The middle ages were also a time of crusades and trades, of the Knights Templar and the legends of King Arthur and Robin Hood. Travels to the Holy Lands brought back more than religious satisfaction however, and luxury goods like sugar and spices became more widely available. Map making became an art and the first maps of the known World (Europe and Asia) were drawn. Expeditions by sea and land “discovered” far off places like China and the Mongolian Empire expanded as far as Eastern Europe.
out with the old and in with the middle
It was a time of knights and castles, princesses and dragons, romantic literature and civil war. The Royal Family was now French! English nobles lost their estates to Norman families and the English people became the peasant class. The feudal system was introduced by the Normans, keeping society in a strictly controlled class system and making sure the rich got richer whilst the poor stayed poor. We even got a new language! Middle English was a mish-mash of Old English, Norman French and a little Old Norse mixed in, and almost unrecognisable from the Old English spoken by the Anglo Saxons. Rebellions against the Normans were swiftly put down and the north of England was laid to waste so thoroughly that large regions would take decades to recover. Many of the castles that still dot the British landscape today were built by the Normans and their descendants to remind the locals just who was in charge!
The black death
In the 1340s the Black Death swept through Europe from Asia causing the death of almost half the population, and towns and villages lay deserted and disappearing under untended fields. Peasants rebelled against the ruling classes, realising their labour was in short supply and should no longer come cheap. Unpopular tax rises to fund foreign wars tipped the balance and the common folk marched on London, breaking into the Tower of London and killing the Lord Chancellor and Lord High Treasurer. Although the rebellion was eventually put down, Kings were far more careful about raising taxes for wars after that!
Wars of the Roses
Surprisingly nothing to do with gardening, this was the Houses of Lancaster (whose symbol was the red rose) and York (the white rose) fighting over the throne of England. Following the death of Henry V of dysentery, his infant son Henry VI was crowned King at just nine months old. Henry was not a warlike king and eventually succumbed to mental illness, prompting a bloody civil war between rival claimants to the throne. He ended his days a prisoner of the Yorkists in the Tower of London.

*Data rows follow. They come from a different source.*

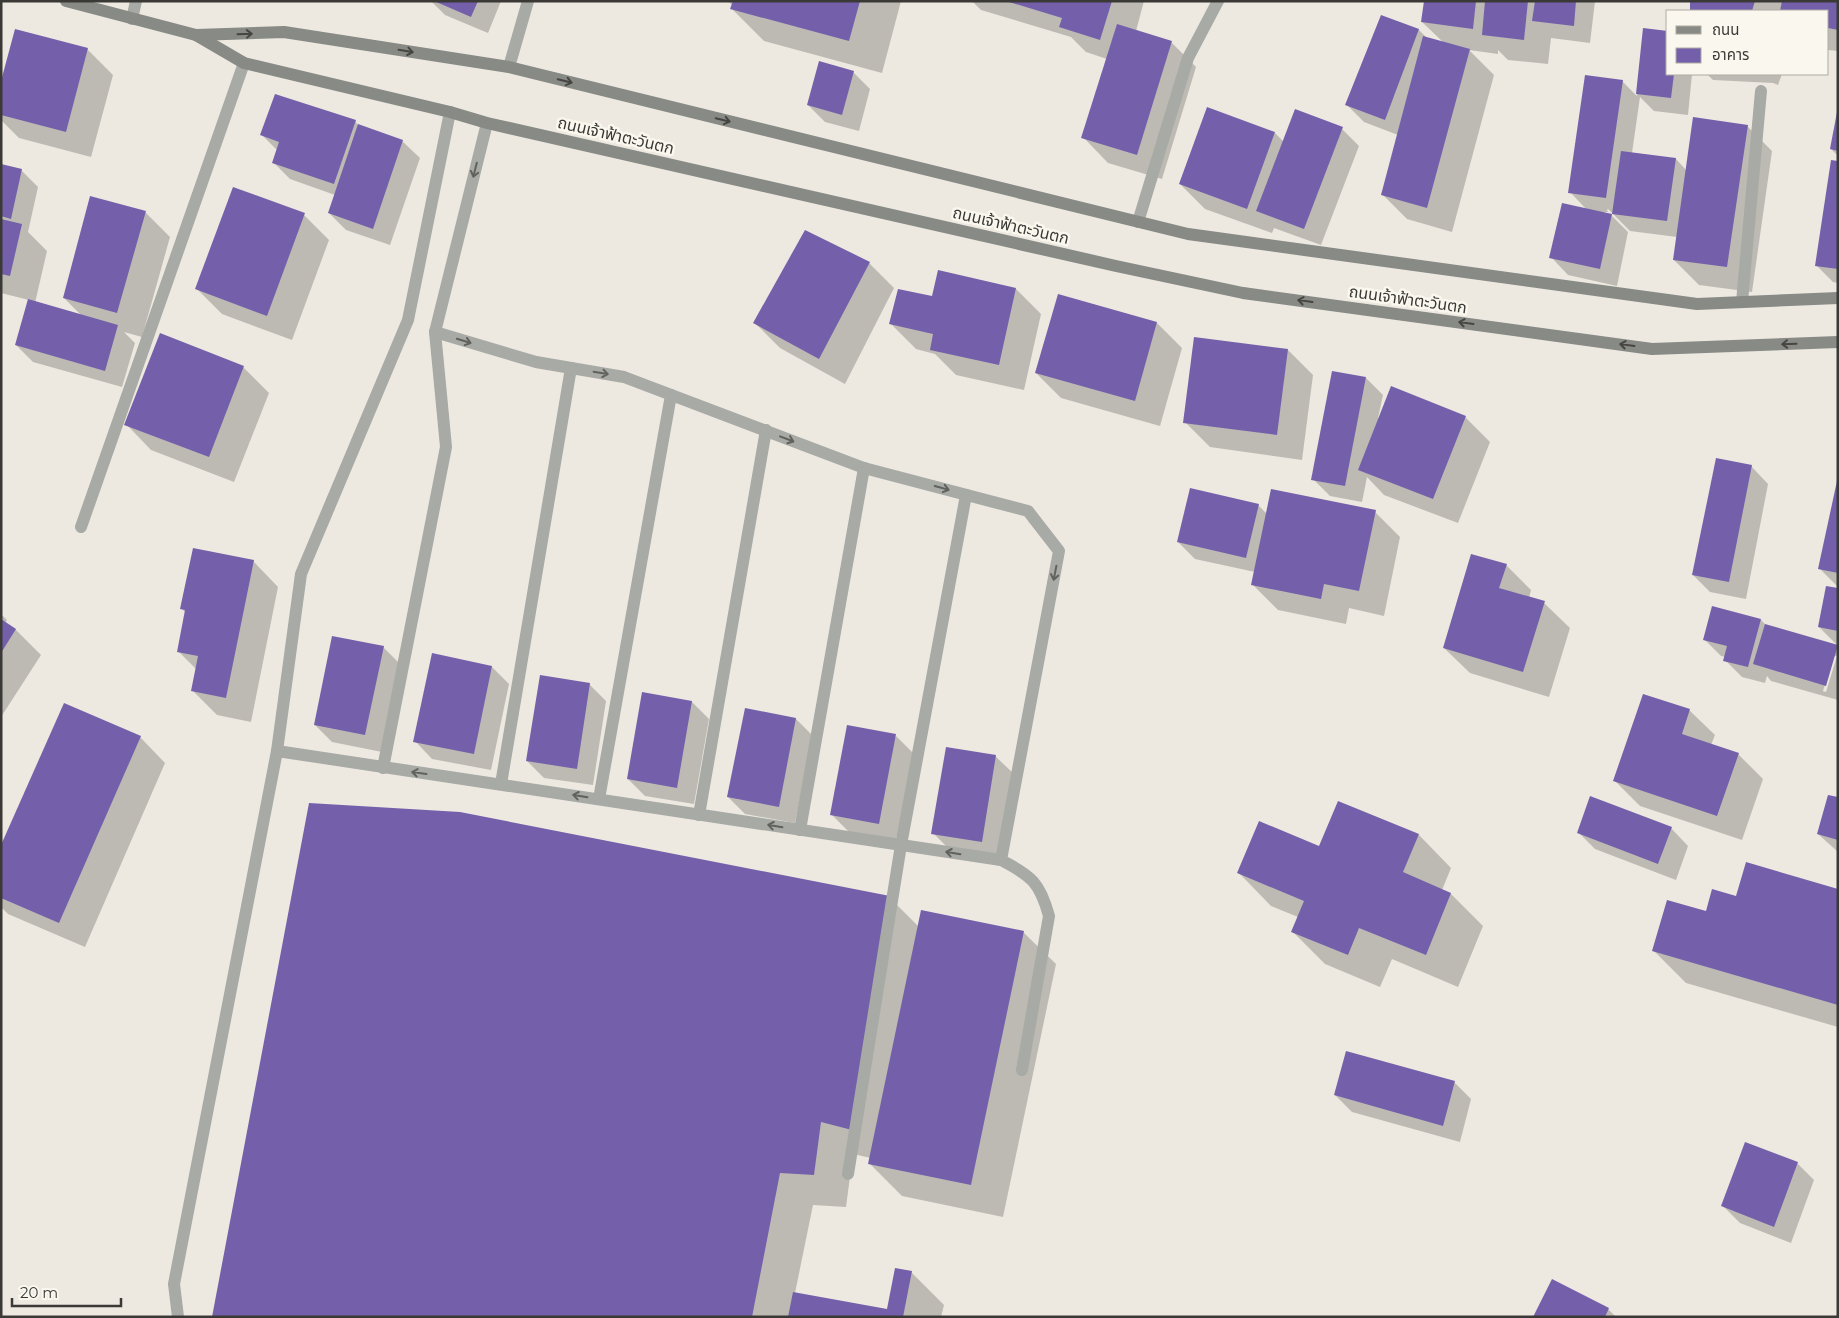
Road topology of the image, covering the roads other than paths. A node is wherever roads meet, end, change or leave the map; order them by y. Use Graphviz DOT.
graph roads {
  1 [pos="66,1"];
  2 [pos="136,1"];
  3 [pos="528,1"];
  4 [pos="1218,1"];
  5 [pos="132,19"];
  6 [pos="196,35"];
  7 [pos="244,63"];
  8 [pos="509,67"];
  9 [pos="1761,91"];
  10 [pos="450,112"];
  11 [pos="487,122"];
  12 [pos="1138,222"];
  13 [pos="1838,298"];
  14 [pos="1742,302"];
  15 [pos="434,332"];
  16 [pos="1838,342"];
  17 [pos="571,368"];
  18 [pos="671,395"];
  19 [pos="766,430"];
  20 [pos="864,468"];
  21 [pos="966,494"];
  22 [pos="82,527"];
  23 [pos="277,751"];
  24 [pos="383,768"];
  25 [pos="501,784"];
  26 [pos="599,799"];
  27 [pos="699,815"];
  28 [pos="800,830"];
  29 [pos="901,845"];
  30 [pos="1002,860"];
  31 [pos="1022,1070"];
  32 [pos="848,1174"];
  33 [pos="178,1317"];
  1 -- 5 [label="main road, ถนนเจ้าฟ้าตะวันตก"];
  2 -- 5 [label="street"];
  3 -- 8 [label="street"];
  4 -- 12 [label="street"];
  5 -- 6 [label="main road, ถนนเจ้าฟ้าตะวันตก"];
  6 -- 7 [label="main road, ถนนเจ้าฟ้าตะวันตก"];
  6 -- 8 [label="main road, ถนนเจ้าฟ้าตะวันตก, one-way"];
  7 -- 10 [label="main road, ถนนเจ้าฟ้าตะวันตก"];
  7 -- 22 [label="street"];
  8 -- 12 [label="main road, ถนนเจ้าฟ้าตะวันตก, one-way"];
  9 -- 14 [label="street"];
  10 -- 11 [label="main road, ถนนเจ้าฟ้าตะวันตก"];
  10 -- 23 [label="street"];
  11 -- 15 [label="street, one-way"];
  16 -- 11 [label="main road, ถนนเจ้าฟ้าตะวันตก, one-way"];
  12 -- 14 [label="main road, ถนนเจ้าฟ้าตะวันตก"];
  13 -- 14 [label="main road, ถนนเจ้าฟ้าตะวันตก"];
  15 -- 17 [label="street, one-way"];
  15 -- 24 [label="street"];
  17 -- 18 [label="street, one-way"];
  17 -- 25 [label="street"];
  18 -- 19 [label="street"];
  18 -- 26 [label="street"];
  19 -- 20 [label="street, one-way"];
  19 -- 27 [label="street"];
  20 -- 21 [label="street, one-way"];
  20 -- 28 [label="street"];
  21 -- 29 [label="street"];
  21 -- 30 [label="street, one-way"];
  23 -- 24 [label="street"];
  23 -- 33 [label="street"];
  25 -- 24 [label="street, one-way"];
  26 -- 25 [label="street, one-way"];
  26 -- 27 [label="street"];
  28 -- 27 [label="street, one-way"];
  28 -- 29 [label="street"];
  30 -- 29 [label="street, one-way"];
  29 -- 32 [label="street"];
  30 -- 31 [label="street"];
}
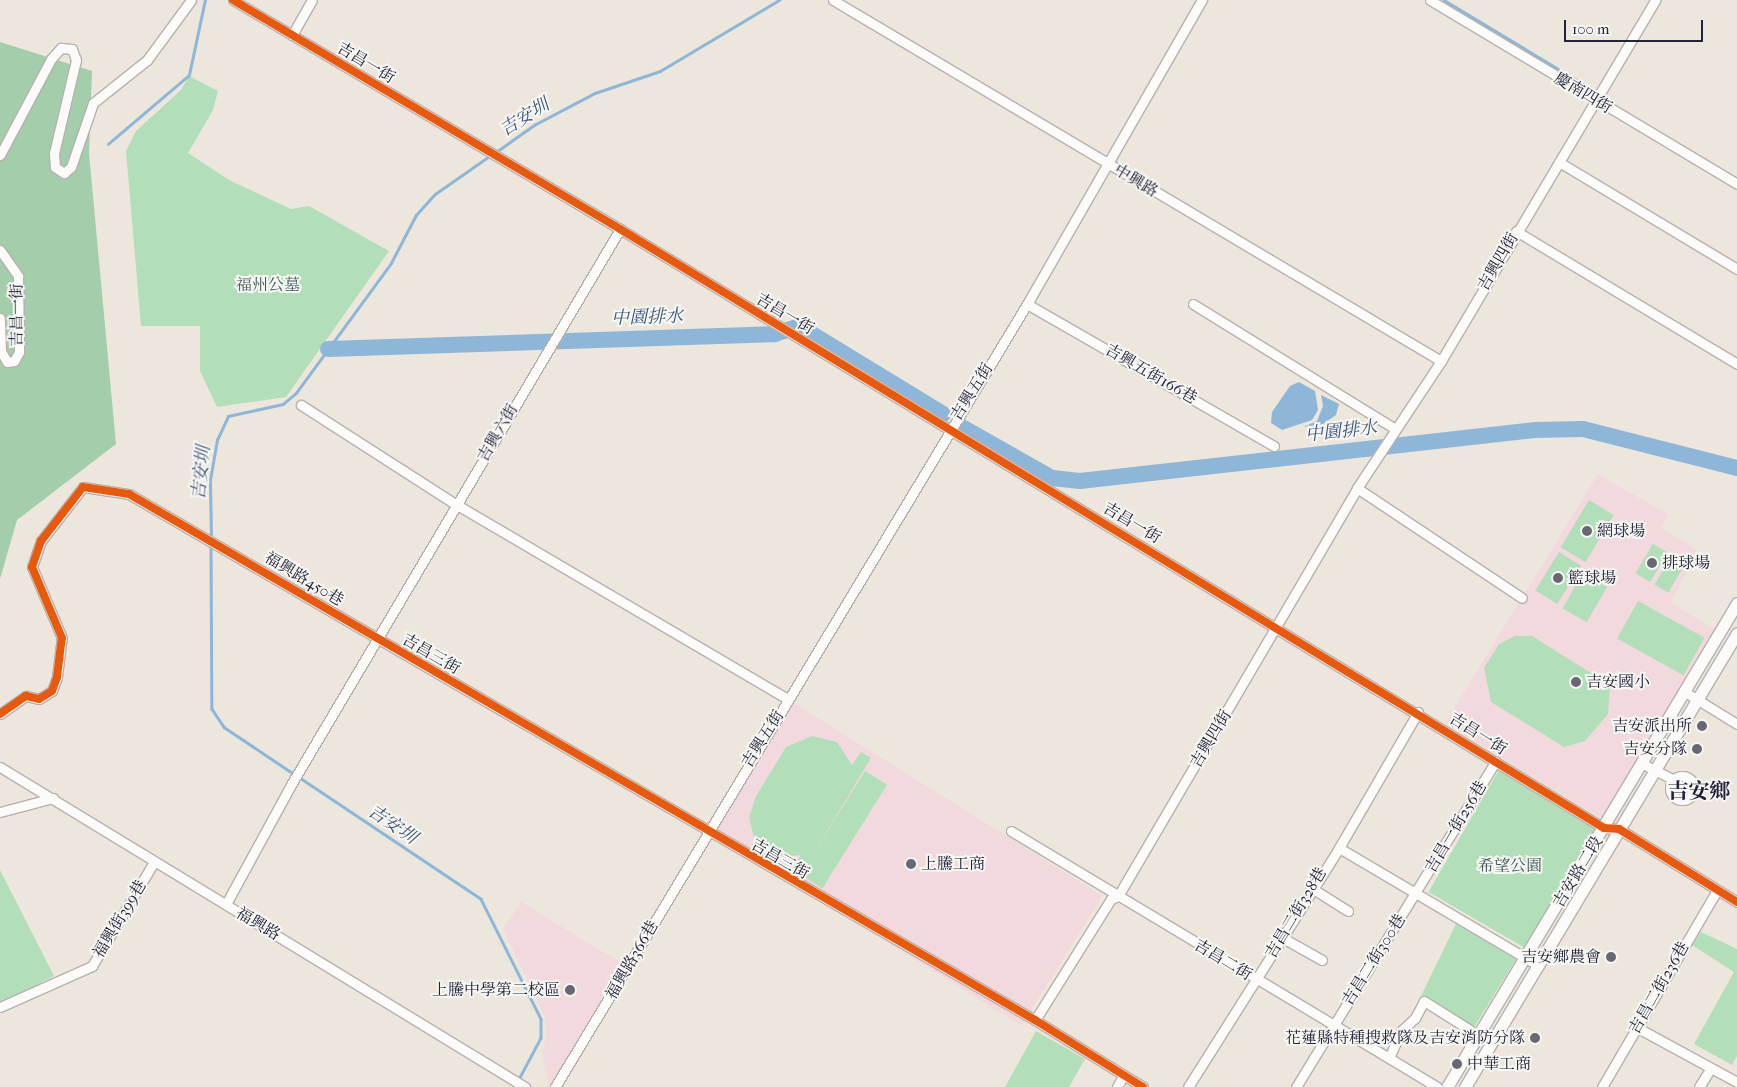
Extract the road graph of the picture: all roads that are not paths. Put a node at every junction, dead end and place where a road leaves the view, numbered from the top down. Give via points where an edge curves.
1 (191, 0) edge
2 (233, 0) edge
3 (312, 0) edge
4 (833, 0) edge
5 (1202, 0) edge
6 (1430, 0) edge
7 (1655, 0) edge
8 (292, 35) junction
9 (1594, 100) junction
10 (0, 155) edge
11 (1559, 162) junction
12 (1106, 163) junction
13 (1737, 184) edge
14 (620, 229) junction
15 (1516, 231) junction
16 (0, 250) edge
17 (1737, 269) edge
18 (1027, 304) junction
19 (1194, 304) dead end
20 (0, 318) edge
21 (1441, 361) junction
22 (1737, 364) edge
23 (301, 406) dead end
24 (1396, 425) junction
25 (949, 428) junction
26 (1274, 446) dead end
27 (1357, 488) junction
28 (457, 505) junction
29 (1522, 598) dead end
30 (1737, 603) edge
31 (1278, 627) junction
32 (1737, 633) edge
33 (378, 639) junction
34 (1685, 692) junction
35 (788, 700) junction
36 (1697, 700) junction
37 (1418, 712) junction
38 (0, 714) edge
39 (1737, 724) edge
40 (1496, 761) junction
41 (1643, 764) junction
42 (0, 767) edge
43 (1654, 770) junction
44 (1674, 780) dead end
45 (53, 798) junction
46 (0, 812) edge
47 (1604, 828) junction
48 (1619, 829) junction
49 (1011, 831) dead end
50 (706, 832) junction
51 (1339, 848) junction
52 (154, 862) junction
53 (1310, 887) junction
54 (1717, 890) junction
55 (1416, 894) junction
56 (1118, 896) junction
57 (1737, 902) edge
58 (226, 904) junction
59 (1348, 911) dead end
60 (1281, 937) junction
61 (1527, 958) junction
62 (1322, 960) dead end
63 (1539, 966) junction
64 (1255, 980) junction
65 (0, 1007) edge
66 (1035, 1020) junction
67 (1333, 1026) junction
68 (1636, 1027) junction
69 (1470, 1030) dead end
70 (1389, 1058) junction
71 (1711, 1068) junction
72 (1123, 1076) junction
73 (1737, 1082) edge
74 (517, 1084) edge
75 (555, 1087) edge
76 (1116, 1087) edge
77 (1143, 1087) edge
78 (1188, 1087) edge
79 (1296, 1087) edge
80 (1437, 1087) edge
81 (1447, 1087) edge
82 (1465, 1087) edge
83 (1602, 1087) edge
84 (1699, 1087) edge

1 - 10 street via 148,60 93,103 71,167 64,173 55,167 54,153 76,60 72,49 61,48 51,59
2 - 8 street, 吉昌一街
3 - 8 street
4 - 12 street, 中興路
5 - 12 street, 吉興五街
6 - 9 street, 慶南四街
7 - 9 street, 吉興四街
8 - 14 street, 吉昌一街
9 - 11 street, 吉興四街
9 - 13 street, 慶南四街
11 - 15 street, 吉興四街
11 - 17 street
12 - 18 street, 吉興五街
12 - 21 street, 中興路
14 - 25 street, 吉昌一街
14 - 28 street, 吉興六街
15 - 21 street, 吉興四街
15 - 22 street
16 - 20 street, 吉昌一街 via 18,276 19,352 14,361 7,362 1,351
18 - 25 street, 吉興五街
18 - 26 street, 吉興五街166巷
19 - 24 street
21 - 24 street, 吉興四街
23 - 28 street
24 - 27 street, 吉興四街
25 - 31 street, 吉昌一街
25 - 35 street, 吉興五街
27 - 29 street
27 - 31 street, 吉興四街
28 - 33 street, 吉興六街
28 - 35 street
30 - 34 main road, 吉安路二段
31 - 37 street, 吉昌一街
31 - 56 street, 吉興四街
32 - 36 main road, 吉安路二段
33 - 38 street, 福興路450巷 via 129,494 83,487 41,542 32,567 62,638 52,690 39,699 26,696
33 - 50 street, 吉昌三街
33 - 58 street, 吉興六街 via 292,783
34 - 36 street
34 - 41 main road, 吉安路二段
35 - 50 street, 吉興五街
36 - 39 street
36 - 43 main road, 吉安路二段
37 - 40 street, 吉昌一街
37 - 51 street, 吉昌二街328巷
40 - 47 street, 吉昌一街
40 - 55 street, 吉昌一街256巷
41 - 43 street
41 - 47 main road, 吉安路二段
42 - 45 street, 福興路
43 - 44 street
43 - 48 main road, 吉安路二段
45 - 46 street
45 - 52 street, 福興路
47 - 48 street, 吉昌一街
47 - 61 main road, 吉安路二段
48 - 54 street, 吉昌一街
48 - 63 main road, 吉安路二段
49 - 56 street, 吉昌二街
50 - 66 street, 吉昌三街
50 - 75 street, 福興路366巷
51 - 53 street, 吉昌二街328巷
51 - 55 street
52 - 58 street, 福興路
52 - 65 street, 福興街399巷 via 92,966
53 - 59 street
53 - 60 street, 吉昌二街328巷
54 - 57 street, 吉昌一街
54 - 68 street, 吉昌二街236巷
55 - 61 street
55 - 67 street, 吉昌二街300巷
56 - 64 street, 吉昌二街
56 - 66 street, 吉興四街 via 1111,899
58 - 74 street, 福興路
60 - 62 street
60 - 64 street, 吉昌二街328巷
61 - 63 street
61 - 81 main road, 吉安路二段
63 - 82 main road, 吉安路二段
64 - 67 street, 吉昌二街
64 - 78 street, 吉昌二街328巷
66 - 72 street, 吉昌三街
67 - 70 street, 吉昌二街
67 - 79 street, 吉昌二街300巷
68 - 71 street
68 - 83 street, 吉昌二街236巷
69 - 70 street via 1424,1001 1396,1038
70 - 80 street, 吉昌二街
71 - 73 street
71 - 84 street
72 - 76 street
72 - 77 street, 吉昌三街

The House of York gave Britain one of its most notorious kings: King Richard III. Shakespeare wrote a play about him, portraying him as a ruthless leader willing to do anything to get the throne, including orchestrating the murder of his nephews, the Princes in the Tower. Richard was eventually defeated by Henry Tudor on the battlefield of Bosworth, Leicestershire in 1485, after which the House of Tudor took the throne.